Gdzie wschodzi słońce i kędy zapada
Niechaj Świat Bogu chwałę opowiada
I. Послушание
Что бы ни подвернулось под руку, кисть, резец, перо,
карандаш,
Где бы ни застали меня, на плитах атриума, пред царской
парсуной, в монашеской келье,
Исполню все, к чему был призван в провинциях,
Вступая, хоть некому объяснить, куда вступаю и зачем.
Вот и сейчас, под фиолетовой тучей коня рыжего просверк.
Вьются, знаю точно, подручные по подземельям,
Свитками шелестя, цветную тушь кладут и лак на печати.
А страшно уж как страшно.
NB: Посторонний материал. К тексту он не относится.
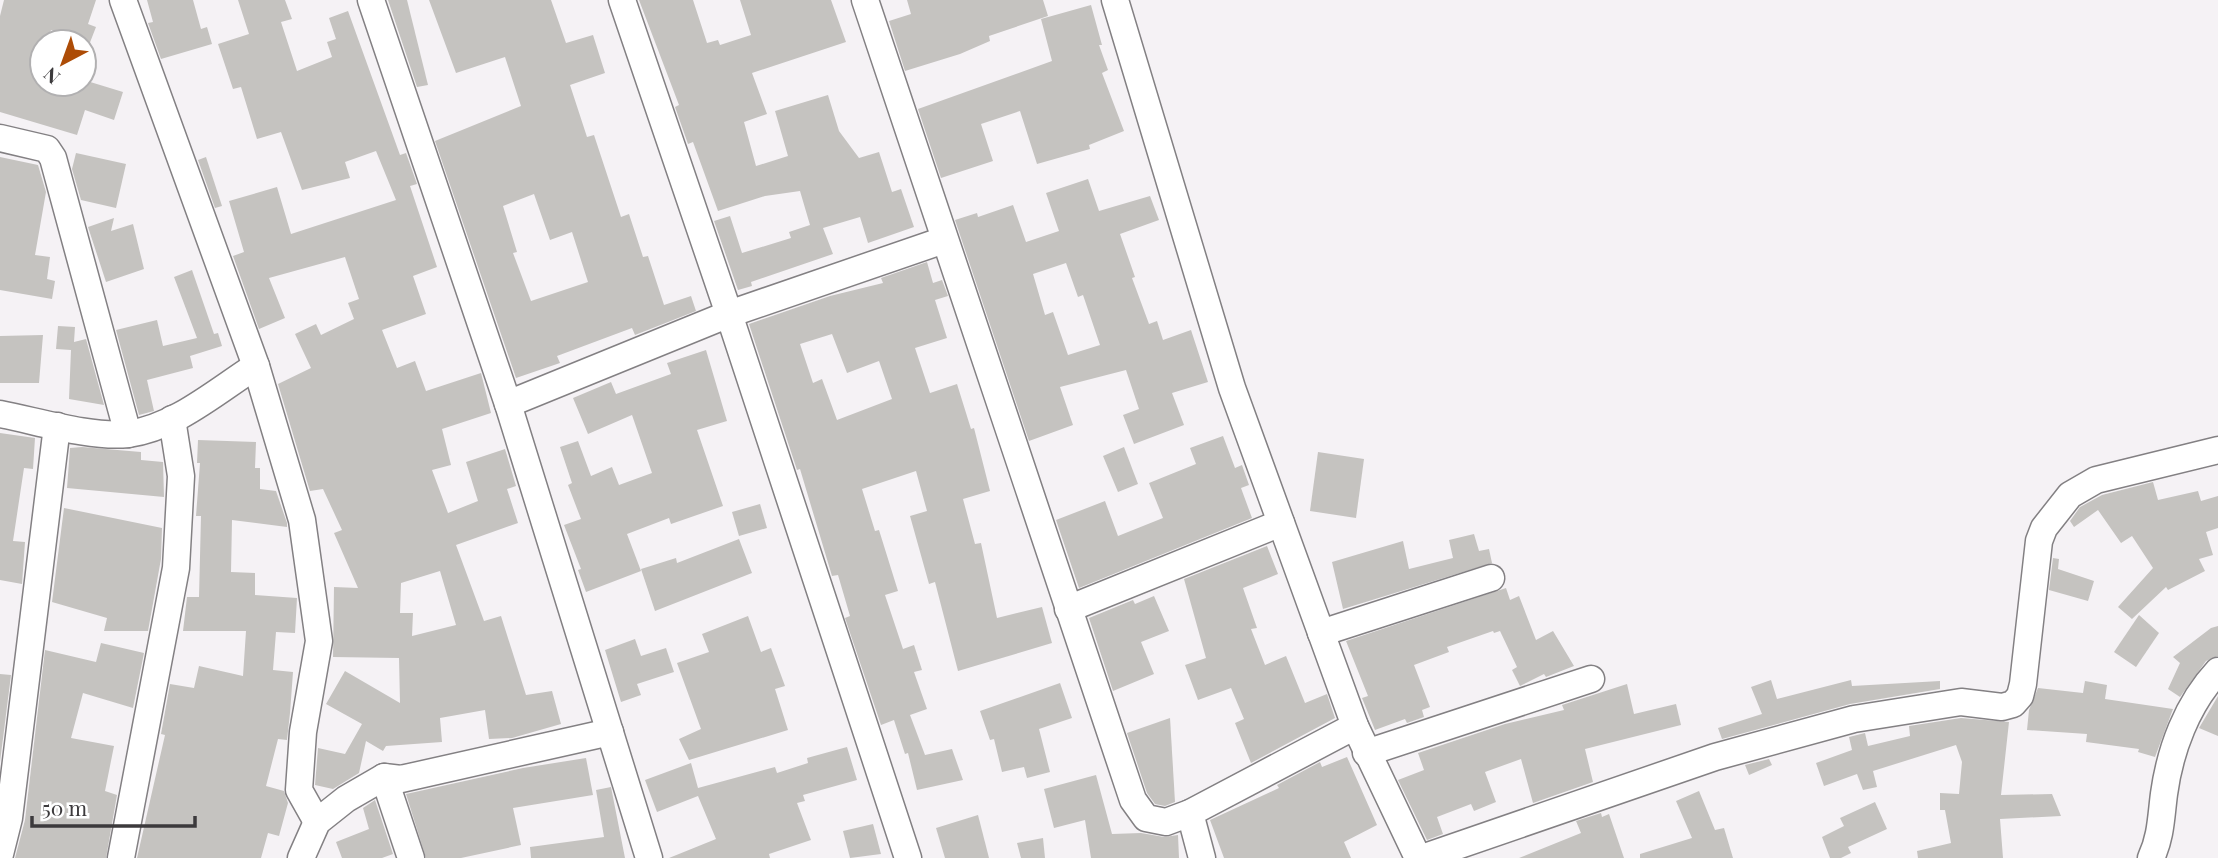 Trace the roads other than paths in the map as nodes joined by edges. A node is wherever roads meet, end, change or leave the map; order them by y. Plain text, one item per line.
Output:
1 (123, 0) edge
2 (371, 0) edge
3 (622, 0) edge
4 (865, 0) edge
5 (1115, 0) edge
6 (0, 138) edge
7 (944, 240) junction
8 (729, 314) junction
9 (256, 366) junction
10 (508, 404) junction
11 (0, 414) edge
12 (172, 419) junction
13 (57, 426) junction
14 (128, 434) junction
15 (2218, 450) edge
16 (1281, 523) junction
17 (1491, 578) dead end
18 (1068, 609) junction
19 (1321, 633) junction
20 (2218, 671) edge
21 (1591, 679) dead end
22 (1355, 726) junction
23 (610, 732) junction
24 (1366, 752) junction
25 (384, 777) junction
26 (1190, 813) junction
27 (317, 822) junction
28 (2157, 853) edge
29 (0, 854) edge
30 (1201, 857) edge
31 (121, 858) edge
32 (301, 858) edge
33 (411, 858) edge
34 (649, 858) edge
35 (908, 858) edge
36 (1420, 858) edge

1 - 9 street
2 - 10 street
3 - 8 street
4 - 7 street
5 - 16 street
6 - 14 street
7 - 8 street
7 - 18 street
8 - 10 street
8 - 35 street
9 - 12 street
9 - 27 street
10 - 23 street
11 - 13 street
12 - 14 street
12 - 31 street
13 - 14 street
13 - 29 street
15 - 36 street
16 - 18 street
16 - 19 street
17 - 19 street
18 - 26 street
19 - 22 street
20 - 28 street
21 - 24 street
22 - 24 street
22 - 26 street
23 - 25 street
23 - 34 street
24 - 36 street
25 - 27 street
25 - 33 street
26 - 30 street
27 - 32 street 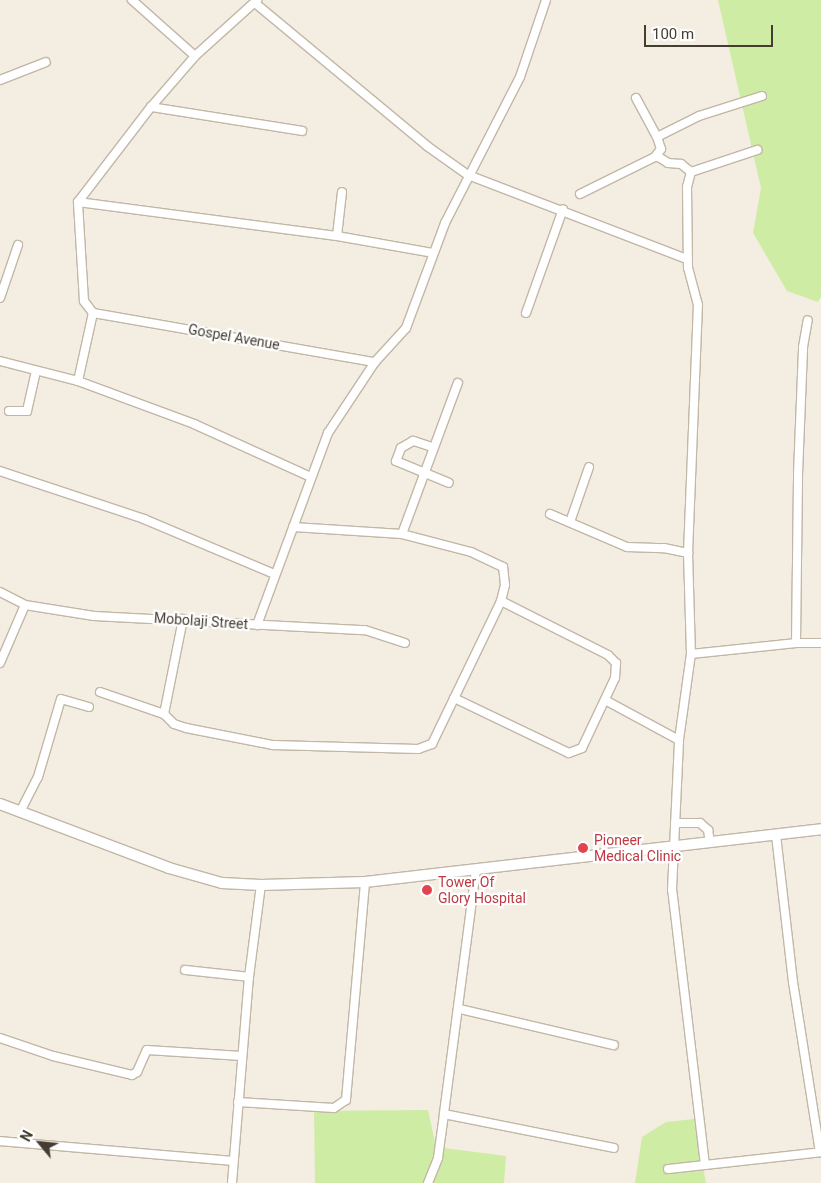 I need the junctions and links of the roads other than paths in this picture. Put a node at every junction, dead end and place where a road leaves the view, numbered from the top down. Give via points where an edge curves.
1 (132, 0) edge
2 (546, 0) edge
3 (256, 2) edge
4 (195, 56) junction
5 (46, 62) dead end
6 (0, 80) edge
7 (762, 96) dead end
8 (636, 98) dead end
9 (151, 107) junction
10 (302, 131) dead end
11 (657, 138) junction
12 (757, 150) dead end
13 (657, 156) junction
14 (691, 172) junction
15 (468, 175) junction
16 (342, 192) dead end
17 (580, 194) dead end
18 (78, 202) junction
19 (563, 209) junction
20 (336, 236) junction
21 (18, 245) dead end
22 (433, 253) junction
23 (687, 259) junction
24 (0, 298) edge
25 (93, 313) junction
26 (526, 313) dead end
27 (808, 320) dead end
28 (0, 361) edge
29 (375, 362) junction
30 (36, 371) junction
31 (78, 381) junction
32 (458, 383) dead end
33 (9, 411) dead end
34 (432, 447) junction
35 (589, 467) dead end
36 (0, 471) edge
37 (423, 473) junction
38 (311, 477) junction
39 (449, 484) dead end
40 (550, 514) dead end
41 (570, 522) junction
42 (293, 526) junction
43 (402, 534) junction
44 (688, 552) junction
45 (274, 574) junction
46 (0, 592) edge
47 (501, 601) junction
48 (24, 605) junction
49 (183, 619) junction
50 (257, 625) junction
51 (405, 643) dead end
52 (796, 643) junction
53 (821, 644) edge
54 (691, 654) junction
55 (0, 664) edge
56 (100, 692) dead end
57 (454, 698) junction
58 (604, 700) junction
59 (89, 707) dead end
60 (164, 714) junction
61 (679, 740) junction
62 (0, 804) edge
63 (20, 812) junction
64 (675, 823) junction
65 (821, 829) edge
66 (776, 835) junction
67 (710, 843) junction
68 (674, 848) junction
69 (476, 870) junction
70 (365, 882) junction
71 (261, 885) junction
72 (185, 970) dead end
73 (249, 977) junction
74 (460, 1010) junction
75 (0, 1038) edge
76 (614, 1045) dead end
77 (242, 1056) junction
78 (238, 1102) junction
79 (444, 1114) junction
80 (0, 1140) edge
81 (614, 1148) dead end
82 (820, 1152) edge
83 (232, 1161) junction
84 (705, 1165) junction
85 (668, 1168) dead end
86 (232, 1183) edge
87 (428, 1183) edge

1 - 4 street
2 - 15 street via 520,77
3 - 4 street
3 - 15 street via 426,146
4 - 9 street
5 - 6 street
7 - 11 street via 699,116
8 - 11 street
9 - 10 street
9 - 18 street
11 - 13 street via 661,149
12 - 14 street
13 - 14 street via 668,163 681,164
13 - 17 street
14 - 23 street via 687,187
15 - 19 street
15 - 22 street
16 - 20 street
18 - 20 street
18 - 25 street via 84,301
19 - 23 street
19 - 26 street
20 - 22 street
21 - 24 street
22 - 29 street via 406,328
23 - 44 street via 698,305
25 - 29 street, Gospel Avenue
25 - 31 street
27 - 52 street via 803,347 798,474
28 - 30 street
29 - 38 street via 328,433
30 - 31 street
30 - 33 street via 28,411
31 - 38 street via 234,440
32 - 34 street
34 - 37 street
34 - 37 street via 413,441 401,448 396,461
35 - 41 street
36 - 45 street via 144,519
37 - 39 street
37 - 43 street
38 - 42 street
40 - 41 street
41 - 44 street via 627,547
42 - 43 street
42 - 45 street
43 - 47 street via 501,564 506,573
44 - 54 street
45 - 50 street
46 - 48 street, Mobolaji Street
47 - 57 street
47 - 58 street via 613,658 618,668
48 - 49 street, Mobolaji Street via 94,616
48 - 55 street
49 - 50 street, Mobolaji Street
49 - 60 street
50 - 51 street, Mobolaji Street via 365,630
52 - 53 street
52 - 54 street
54 - 61 street
56 - 60 street
57 - 58 street via 573,753 582,748
57 - 60 street via 432,744 418,749 273,745 186,728 174,724
58 - 61 street
59 - 63 street via 61,698 38,777
61 - 64 street
62 - 63 street
63 - 71 street via 198,877 222,883
64 - 67 street via 700,823 708,830
64 - 68 street
65 - 66 street
66 - 67 street
66 - 82 street via 793,982
67 - 68 street
68 - 69 street
68 - 84 street via 672,890
69 - 70 street
69 - 74 street via 464,948
70 - 71 street
70 - 78 street via 346,1100 334,1108
71 - 73 street
72 - 73 street
73 - 77 street
74 - 76 street
74 - 79 street
75 - 77 street via 53,1056 132,1075 137,1072 148,1050
77 - 78 street
78 - 83 street
79 - 81 street
79 - 87 street via 438,1158
80 - 83 street
82 - 84 street
83 - 86 street
84 - 85 street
Мерзостность ритмичной речи,
Что сама себя обмоет, сама же и причешет,
Пусть я и хотел бы сдержать ее, вымотан лихорадкой,
Инфлюэнцей вроде тех, испанских поветрий,
Когда вперенный в тщетность моих затхлых лет
Слушаю, как штормит в окне Тихий Великий.
Но нет, подтяни ремень, мужеское являя начало,
Оттого только, что день и заржал конь рыж.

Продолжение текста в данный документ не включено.